Perceptron Convergence Theorem in Neural Networks

The Perceptron Convergence Theorem explains when a perceptron can successfully learn a classification task. It states that if the training data is linearly separable, the perceptron algorithm will eventually find a decision boundary that correctly classifies all training examples.

Guarantees convergence for linearly separable data
Forms the foundation of perceptron learning
Helps understand classification and decision boundaries

Statement of Perceptron Convergence Theorem

The Perceptron Convergence Theorem states that if a set of training examples is linearly separable, then the perceptron learning algorithm is guaranteed to converge to a weight vector that correctly classifies all training examples after a finite number of updates.

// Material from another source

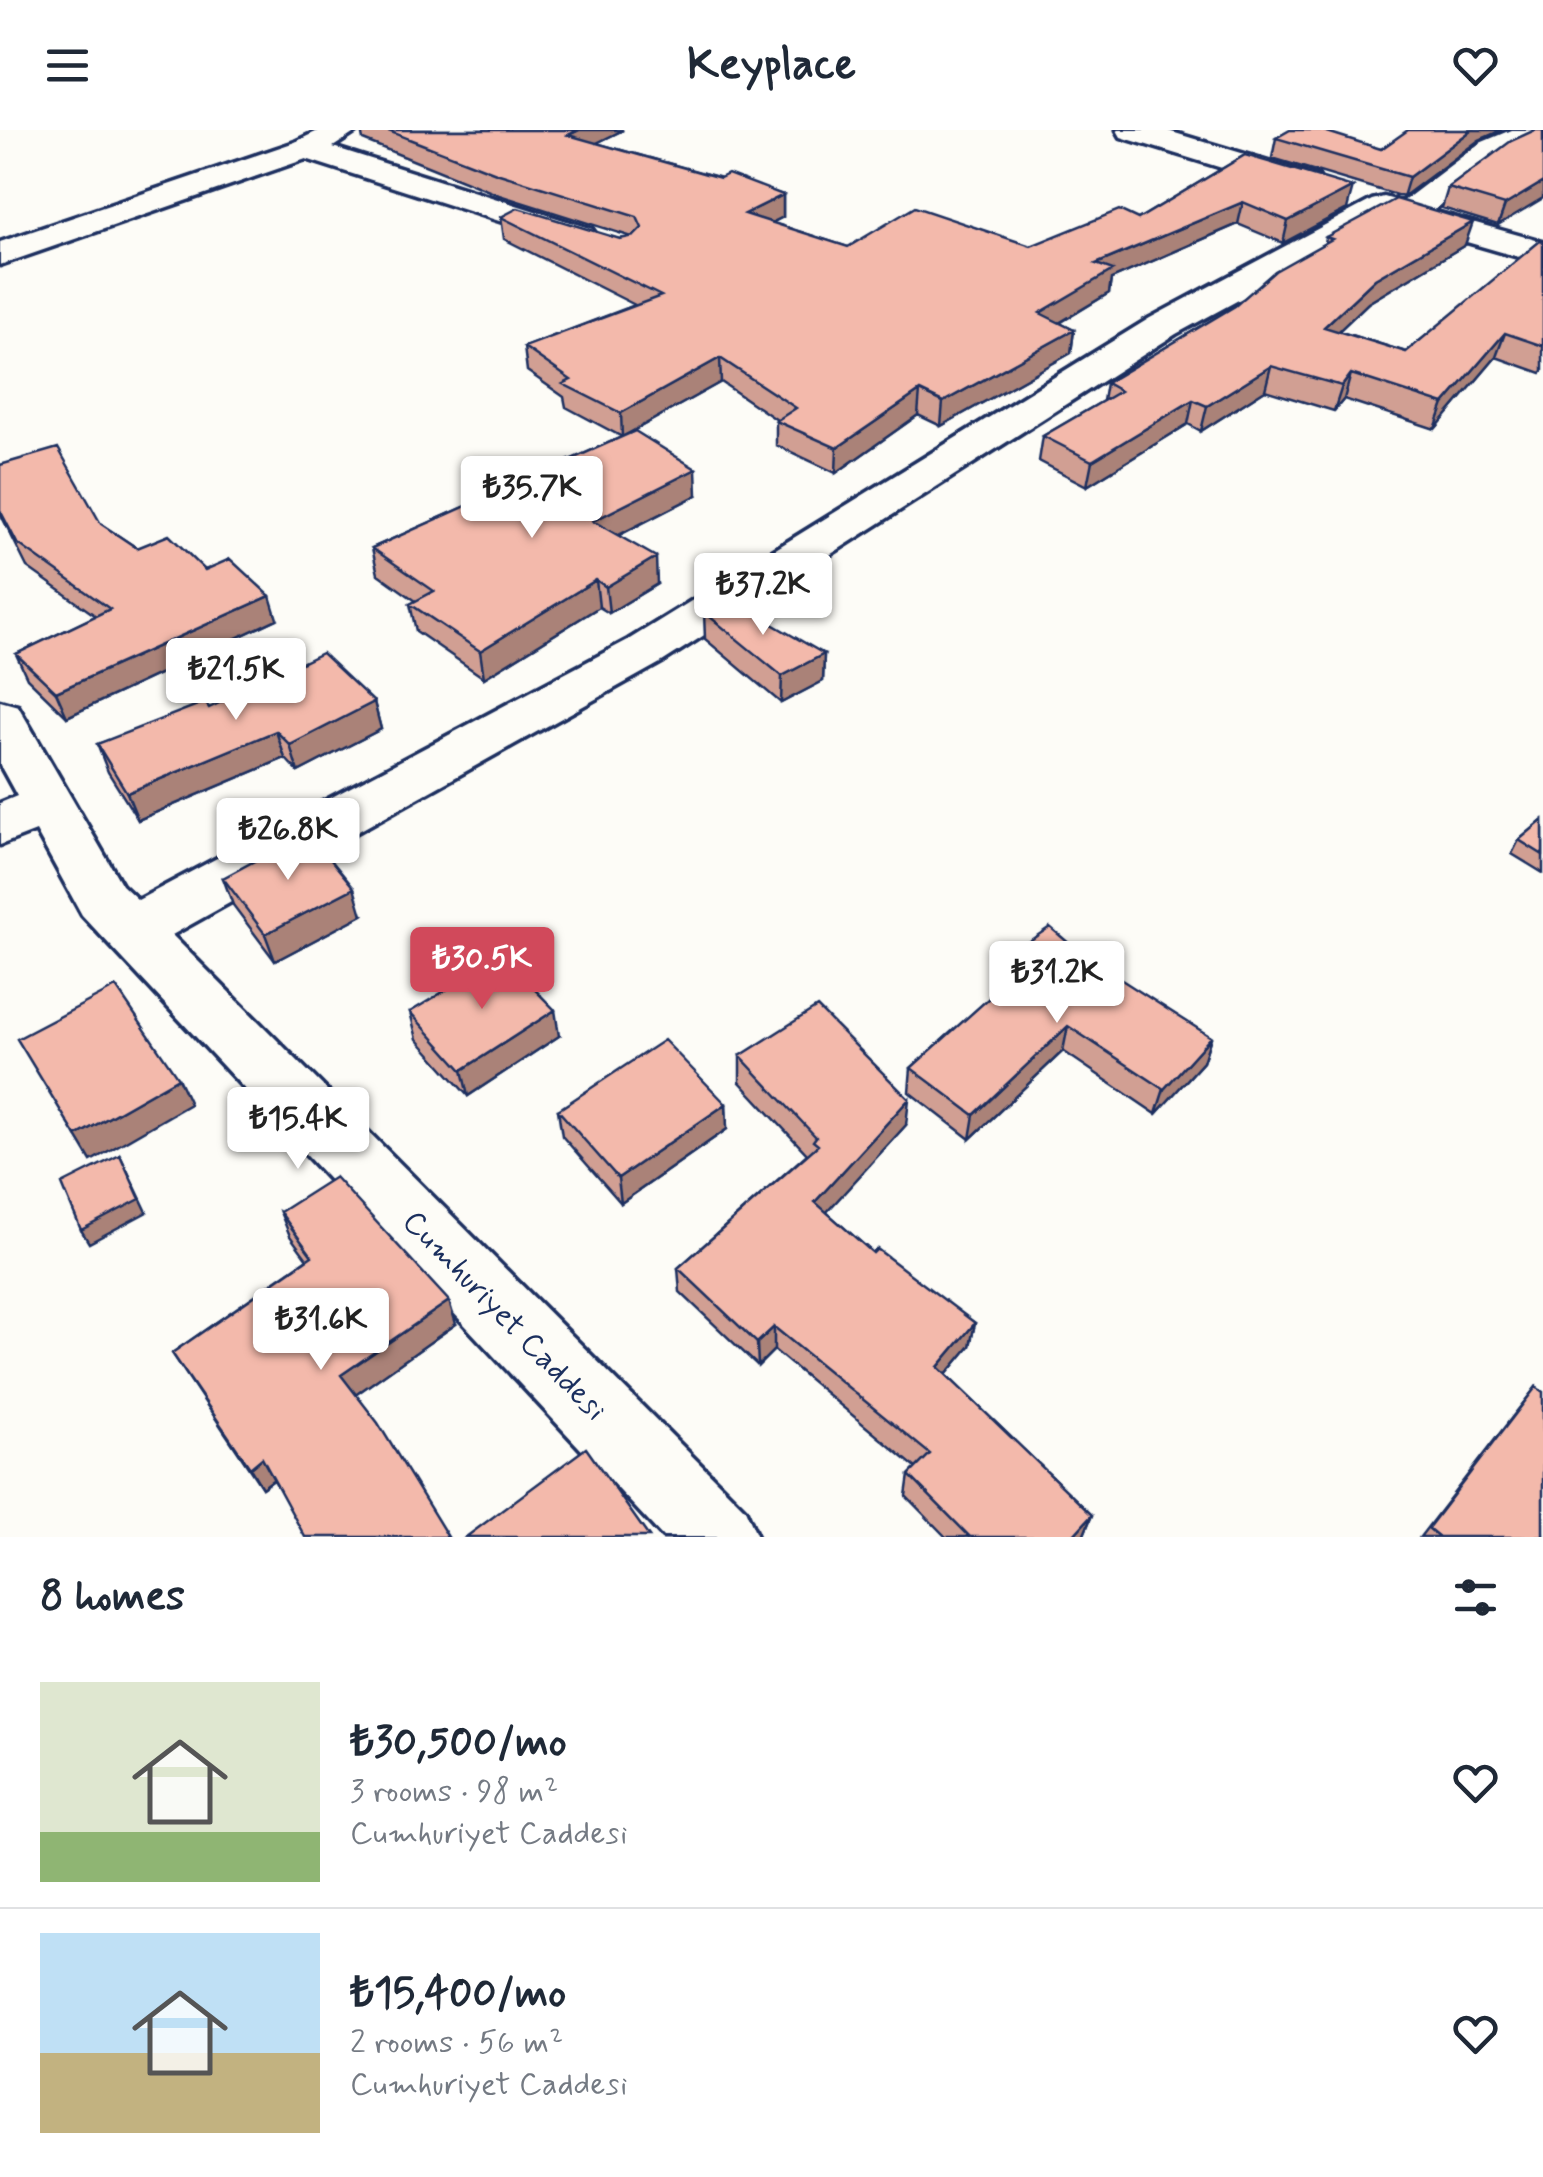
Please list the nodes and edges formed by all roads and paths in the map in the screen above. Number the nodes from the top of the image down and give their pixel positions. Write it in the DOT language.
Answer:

Conditions for Convergence

For the perceptron algorithm to converge, the following conditions must be satisfied:

Linear Separability: The data must be separable by a linear boundary (hyperplane).
Non-Zero Margin: A positive margin must exist between the classes.

The convergence condition can be expressed as:

y_i (w⋅x_i +b)≥γ

Where w is the weight vector, b is the bias, and γ is the margin.

Implications for Theorem

Convergence: The perceptron is guaranteed to find a decision boundary for linearly separable data.
Non-Convergence: If the data is not linearly separable, the perceptron will continue updating its weights and may never converge.

1. Linearly Separable Data: Classes can be separated using a straight line, plane, or hyperplane.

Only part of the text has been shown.